Machado de Assis
--- (...) Deixe ver os olhos Capitu.
Tinha-me lembrado a definição que José Dias dera deles, “olhos de cigana
oblíqua, dissimulada”. Eu não sabia o que era oblíqua, mas dissimulada sabia, e
queria ver se podiam chamar assim. Capitu deixou-se fitar e examinar. Só me
perguntava o que era, se nunca os vira; eu nada achei extraordinário; a cor e a
doçura eram minhas conhecidas. A demora da contemplação creio que lhe deu outra
ideia do meu intento; imaginou que era um pretexto para mirá-los mais de perto,
com os meus olhos longos, constantes, enfiado neles, e a isto atribuo que
entrassem a ficar crescidos, crescidos e sombrios, com tal expressão que...

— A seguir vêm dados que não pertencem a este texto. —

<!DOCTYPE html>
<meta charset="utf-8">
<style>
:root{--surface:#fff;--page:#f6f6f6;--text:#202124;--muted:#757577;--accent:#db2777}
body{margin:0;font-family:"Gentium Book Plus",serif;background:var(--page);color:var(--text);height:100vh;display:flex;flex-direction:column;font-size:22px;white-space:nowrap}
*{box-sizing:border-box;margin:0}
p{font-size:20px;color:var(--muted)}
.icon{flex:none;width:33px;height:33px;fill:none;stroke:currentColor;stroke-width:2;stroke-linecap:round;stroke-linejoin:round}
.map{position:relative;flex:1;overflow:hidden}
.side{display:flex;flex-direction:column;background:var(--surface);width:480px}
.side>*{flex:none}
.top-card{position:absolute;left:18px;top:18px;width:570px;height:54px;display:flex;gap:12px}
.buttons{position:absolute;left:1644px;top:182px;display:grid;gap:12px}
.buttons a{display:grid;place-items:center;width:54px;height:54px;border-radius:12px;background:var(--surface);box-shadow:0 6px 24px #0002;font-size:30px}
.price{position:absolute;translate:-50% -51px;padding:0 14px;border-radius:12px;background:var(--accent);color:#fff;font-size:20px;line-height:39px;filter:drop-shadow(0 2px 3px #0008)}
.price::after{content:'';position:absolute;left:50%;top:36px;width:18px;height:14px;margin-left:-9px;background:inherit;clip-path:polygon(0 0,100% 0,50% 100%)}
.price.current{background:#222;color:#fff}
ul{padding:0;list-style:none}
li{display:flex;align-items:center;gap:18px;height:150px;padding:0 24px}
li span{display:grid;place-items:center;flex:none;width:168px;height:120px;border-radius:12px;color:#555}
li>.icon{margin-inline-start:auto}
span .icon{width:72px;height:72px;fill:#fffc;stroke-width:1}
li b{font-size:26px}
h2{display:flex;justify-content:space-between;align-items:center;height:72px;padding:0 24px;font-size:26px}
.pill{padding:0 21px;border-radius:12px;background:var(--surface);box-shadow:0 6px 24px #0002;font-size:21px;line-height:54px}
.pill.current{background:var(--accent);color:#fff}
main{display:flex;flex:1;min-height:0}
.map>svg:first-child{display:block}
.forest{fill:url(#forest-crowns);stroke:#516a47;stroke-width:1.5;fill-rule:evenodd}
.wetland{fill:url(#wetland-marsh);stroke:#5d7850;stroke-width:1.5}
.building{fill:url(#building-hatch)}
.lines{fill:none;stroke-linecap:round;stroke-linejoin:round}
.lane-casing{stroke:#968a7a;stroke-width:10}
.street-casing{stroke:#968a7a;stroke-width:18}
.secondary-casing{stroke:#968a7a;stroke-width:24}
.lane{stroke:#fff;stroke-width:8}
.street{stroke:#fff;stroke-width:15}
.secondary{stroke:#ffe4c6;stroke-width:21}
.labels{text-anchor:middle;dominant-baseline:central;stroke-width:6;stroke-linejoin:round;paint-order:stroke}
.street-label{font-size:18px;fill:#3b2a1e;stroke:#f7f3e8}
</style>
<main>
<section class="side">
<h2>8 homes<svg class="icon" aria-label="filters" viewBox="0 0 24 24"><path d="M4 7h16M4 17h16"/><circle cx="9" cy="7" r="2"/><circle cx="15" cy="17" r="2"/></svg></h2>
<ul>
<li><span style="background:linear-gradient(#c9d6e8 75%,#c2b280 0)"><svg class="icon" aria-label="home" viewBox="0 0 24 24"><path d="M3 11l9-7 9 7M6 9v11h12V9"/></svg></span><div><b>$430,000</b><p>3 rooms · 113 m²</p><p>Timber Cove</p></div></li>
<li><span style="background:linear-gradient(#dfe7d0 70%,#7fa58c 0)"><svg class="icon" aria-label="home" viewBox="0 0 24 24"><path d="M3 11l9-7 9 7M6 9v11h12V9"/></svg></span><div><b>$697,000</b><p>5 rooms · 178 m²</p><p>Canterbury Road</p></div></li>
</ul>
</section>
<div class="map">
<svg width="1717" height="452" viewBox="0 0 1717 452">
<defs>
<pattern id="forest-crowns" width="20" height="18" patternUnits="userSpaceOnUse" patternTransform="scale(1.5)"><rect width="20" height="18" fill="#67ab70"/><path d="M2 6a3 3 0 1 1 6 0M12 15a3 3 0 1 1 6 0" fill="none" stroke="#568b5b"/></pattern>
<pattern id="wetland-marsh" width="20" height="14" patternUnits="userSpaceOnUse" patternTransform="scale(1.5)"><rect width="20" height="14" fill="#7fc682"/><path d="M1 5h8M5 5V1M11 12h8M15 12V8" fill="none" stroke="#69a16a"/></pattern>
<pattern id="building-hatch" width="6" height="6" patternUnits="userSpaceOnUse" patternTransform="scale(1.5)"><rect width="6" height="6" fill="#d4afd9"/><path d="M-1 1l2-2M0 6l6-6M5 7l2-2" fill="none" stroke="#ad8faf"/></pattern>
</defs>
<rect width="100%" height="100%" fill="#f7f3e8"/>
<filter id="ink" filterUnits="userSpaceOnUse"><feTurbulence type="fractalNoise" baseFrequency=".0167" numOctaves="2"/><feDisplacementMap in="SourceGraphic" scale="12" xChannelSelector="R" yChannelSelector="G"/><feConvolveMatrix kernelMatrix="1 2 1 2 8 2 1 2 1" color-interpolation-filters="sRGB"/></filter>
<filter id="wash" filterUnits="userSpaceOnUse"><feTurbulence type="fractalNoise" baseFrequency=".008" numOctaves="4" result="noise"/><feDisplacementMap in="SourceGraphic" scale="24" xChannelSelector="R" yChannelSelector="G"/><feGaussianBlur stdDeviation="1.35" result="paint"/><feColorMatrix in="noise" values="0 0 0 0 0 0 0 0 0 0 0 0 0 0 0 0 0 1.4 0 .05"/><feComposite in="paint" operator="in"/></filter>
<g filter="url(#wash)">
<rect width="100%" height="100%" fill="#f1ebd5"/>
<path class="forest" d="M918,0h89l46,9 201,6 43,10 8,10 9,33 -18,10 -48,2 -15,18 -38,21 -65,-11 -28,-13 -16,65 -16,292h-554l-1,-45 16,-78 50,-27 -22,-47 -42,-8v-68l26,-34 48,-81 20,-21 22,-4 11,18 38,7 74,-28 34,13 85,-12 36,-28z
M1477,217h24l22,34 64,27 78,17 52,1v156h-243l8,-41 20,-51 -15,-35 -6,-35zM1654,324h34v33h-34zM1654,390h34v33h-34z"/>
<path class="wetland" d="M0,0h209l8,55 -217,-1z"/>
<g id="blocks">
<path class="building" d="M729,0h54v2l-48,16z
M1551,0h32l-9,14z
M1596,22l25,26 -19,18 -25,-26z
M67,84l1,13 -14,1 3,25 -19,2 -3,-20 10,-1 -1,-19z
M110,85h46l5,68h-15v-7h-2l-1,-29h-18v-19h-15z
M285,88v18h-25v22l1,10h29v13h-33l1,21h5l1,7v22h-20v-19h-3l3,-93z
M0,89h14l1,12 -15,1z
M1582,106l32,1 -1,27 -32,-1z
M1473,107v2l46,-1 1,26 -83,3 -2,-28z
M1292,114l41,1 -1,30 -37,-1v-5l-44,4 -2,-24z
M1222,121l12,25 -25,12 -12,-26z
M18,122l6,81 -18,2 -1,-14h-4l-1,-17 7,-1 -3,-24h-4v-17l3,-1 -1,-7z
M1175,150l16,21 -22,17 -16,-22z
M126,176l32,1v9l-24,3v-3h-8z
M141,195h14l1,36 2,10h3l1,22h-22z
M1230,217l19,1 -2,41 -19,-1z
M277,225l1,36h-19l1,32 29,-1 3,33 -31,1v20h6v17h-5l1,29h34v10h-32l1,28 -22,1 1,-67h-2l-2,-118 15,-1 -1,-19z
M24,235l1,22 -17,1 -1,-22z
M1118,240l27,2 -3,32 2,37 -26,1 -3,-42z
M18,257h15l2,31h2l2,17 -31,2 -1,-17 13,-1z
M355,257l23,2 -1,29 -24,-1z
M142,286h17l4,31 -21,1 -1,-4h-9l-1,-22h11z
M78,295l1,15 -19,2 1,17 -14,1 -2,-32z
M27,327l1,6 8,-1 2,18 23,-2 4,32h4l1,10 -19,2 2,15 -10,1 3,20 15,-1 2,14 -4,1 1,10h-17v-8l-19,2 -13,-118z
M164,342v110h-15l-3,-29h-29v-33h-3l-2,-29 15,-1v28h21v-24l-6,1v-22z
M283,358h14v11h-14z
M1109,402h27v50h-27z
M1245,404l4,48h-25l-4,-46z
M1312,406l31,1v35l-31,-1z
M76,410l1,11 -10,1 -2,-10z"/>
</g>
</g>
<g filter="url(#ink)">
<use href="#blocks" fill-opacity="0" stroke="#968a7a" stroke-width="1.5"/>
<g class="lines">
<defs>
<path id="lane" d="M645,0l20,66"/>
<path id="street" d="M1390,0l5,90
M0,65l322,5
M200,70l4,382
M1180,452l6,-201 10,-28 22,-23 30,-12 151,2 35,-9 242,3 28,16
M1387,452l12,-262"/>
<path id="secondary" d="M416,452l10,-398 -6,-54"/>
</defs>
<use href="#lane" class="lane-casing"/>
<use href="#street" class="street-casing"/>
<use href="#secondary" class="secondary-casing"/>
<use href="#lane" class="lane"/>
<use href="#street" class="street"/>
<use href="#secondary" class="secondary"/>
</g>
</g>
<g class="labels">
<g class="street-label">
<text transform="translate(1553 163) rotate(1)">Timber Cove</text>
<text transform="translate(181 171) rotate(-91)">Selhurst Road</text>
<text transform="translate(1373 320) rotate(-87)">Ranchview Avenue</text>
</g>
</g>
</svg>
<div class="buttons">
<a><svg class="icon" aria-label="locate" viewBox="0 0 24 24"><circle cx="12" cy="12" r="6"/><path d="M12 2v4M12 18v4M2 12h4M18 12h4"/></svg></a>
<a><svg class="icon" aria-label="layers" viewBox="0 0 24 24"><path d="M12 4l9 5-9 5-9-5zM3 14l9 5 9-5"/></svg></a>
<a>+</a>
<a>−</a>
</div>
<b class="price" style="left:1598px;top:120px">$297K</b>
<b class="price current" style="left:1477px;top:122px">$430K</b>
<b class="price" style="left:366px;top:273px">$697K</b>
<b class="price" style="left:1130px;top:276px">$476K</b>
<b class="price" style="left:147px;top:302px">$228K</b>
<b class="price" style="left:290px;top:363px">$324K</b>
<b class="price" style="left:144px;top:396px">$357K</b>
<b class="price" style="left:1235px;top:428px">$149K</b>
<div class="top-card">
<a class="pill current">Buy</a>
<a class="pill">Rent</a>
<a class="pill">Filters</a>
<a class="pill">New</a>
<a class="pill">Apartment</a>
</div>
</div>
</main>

Retórica dos namorados, dá-me uma comparação exata e poética para dizer o que
foram aqueles olhos de Capitu. Não me acode imagem capaz de dizer, em quebra da
dignidade do estilo, o que eles foram e me fizeram. Olhos de ressaca? Vá, de
ressaca. É o que me dá ideia daquela feição nova. Traziam não sei que fluido
misterioso e energético, uma força que arrastava para dentro, como a vaga que
se retira da praia, nos dias de ressaca. Para não ser arrastado, agarrei-me às
outras partes vizinhas, às orelhas, aos braços, aos cabelos espalhados pelos
ombros mas tão depressa buscava as pupilas, a onda que saía delas vinha
crescendo, cava e escura ameaçando envolver-me, puxar-me e tragar-me. (...)
Machado de Assis, Dom Casmurro.
Entendendo
o texto:
01 – O
que levou o narrador a caracterizar os olhos de Capitu como “olhos de ressaca”?
Em função da grande emoção que Capitu exercia sobre ele, Bentinho.